Laboratory measurements of wave height variations and currents along a steep-sided channel

Abstract

A small-scale physical model test was conducted in a three-dimensional shallow water wave basin to document wave height variation, velocity and current along a steep-sided channel. The purpose of the test was to provide a benchmark data set for numerical model predictions of wave transformation. A frequently applied model, REFDIF1, was used to compare with the measurements. Orbital velocities and mean currents were also measured to document any wave and bathymetry induced changes in particle velocity. The bathymetry simulated a dredged entrance channel for a harbor. Two cases were conducted using monochromatic waves with periods of 0.73 s and 1.22 s.
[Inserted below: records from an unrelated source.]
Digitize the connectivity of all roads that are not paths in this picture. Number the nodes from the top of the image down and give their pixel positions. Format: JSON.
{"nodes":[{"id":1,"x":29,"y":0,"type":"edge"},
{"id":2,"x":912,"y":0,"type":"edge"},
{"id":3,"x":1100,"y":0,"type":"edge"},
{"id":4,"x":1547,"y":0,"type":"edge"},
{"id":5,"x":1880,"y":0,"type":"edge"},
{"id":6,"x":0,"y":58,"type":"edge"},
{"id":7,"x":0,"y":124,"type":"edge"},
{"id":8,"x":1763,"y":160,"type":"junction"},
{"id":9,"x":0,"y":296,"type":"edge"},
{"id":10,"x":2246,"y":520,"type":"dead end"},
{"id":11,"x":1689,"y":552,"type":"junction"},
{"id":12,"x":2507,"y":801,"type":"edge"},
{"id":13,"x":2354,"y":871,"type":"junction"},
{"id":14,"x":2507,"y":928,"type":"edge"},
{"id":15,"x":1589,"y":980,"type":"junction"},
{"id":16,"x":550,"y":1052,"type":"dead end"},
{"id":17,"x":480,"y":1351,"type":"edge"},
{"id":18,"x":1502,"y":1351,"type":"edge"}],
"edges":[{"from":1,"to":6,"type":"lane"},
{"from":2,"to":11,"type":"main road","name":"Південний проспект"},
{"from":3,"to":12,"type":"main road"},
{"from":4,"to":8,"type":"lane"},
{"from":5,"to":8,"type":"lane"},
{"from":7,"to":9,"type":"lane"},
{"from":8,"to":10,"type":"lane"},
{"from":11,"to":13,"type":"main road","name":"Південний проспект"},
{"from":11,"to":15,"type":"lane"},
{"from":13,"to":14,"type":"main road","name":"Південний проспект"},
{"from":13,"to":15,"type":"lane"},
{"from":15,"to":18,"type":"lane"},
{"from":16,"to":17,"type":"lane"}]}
The instantaneous free surface oscillations were measured at 405 positions using seven surface piercing wave gages. Particle velocities were measured at 49 positions with a side looking three-dimensional acoustic Doppler velocimeter. A spectral analysis was performed on each free surface time series to obtain H[m]₀, as well as first and second harmonics. The conclusions from the experiment were that the wave height data and REFDIF1 predictions exhibit good quantitative agreement approximately one wavelength after the channel onset, which indicates that the mild slope equation used by REFDIF1 accurately simulates wave transformation along a steep-sided channel. Interesting time series were generated from the steep-sided channel and large second harmonics were observed at the 1:16 slope and outside the channel. Particle velocity data showed the existence of a weak undertow, and the channel did significantly affect wave orbital velocities.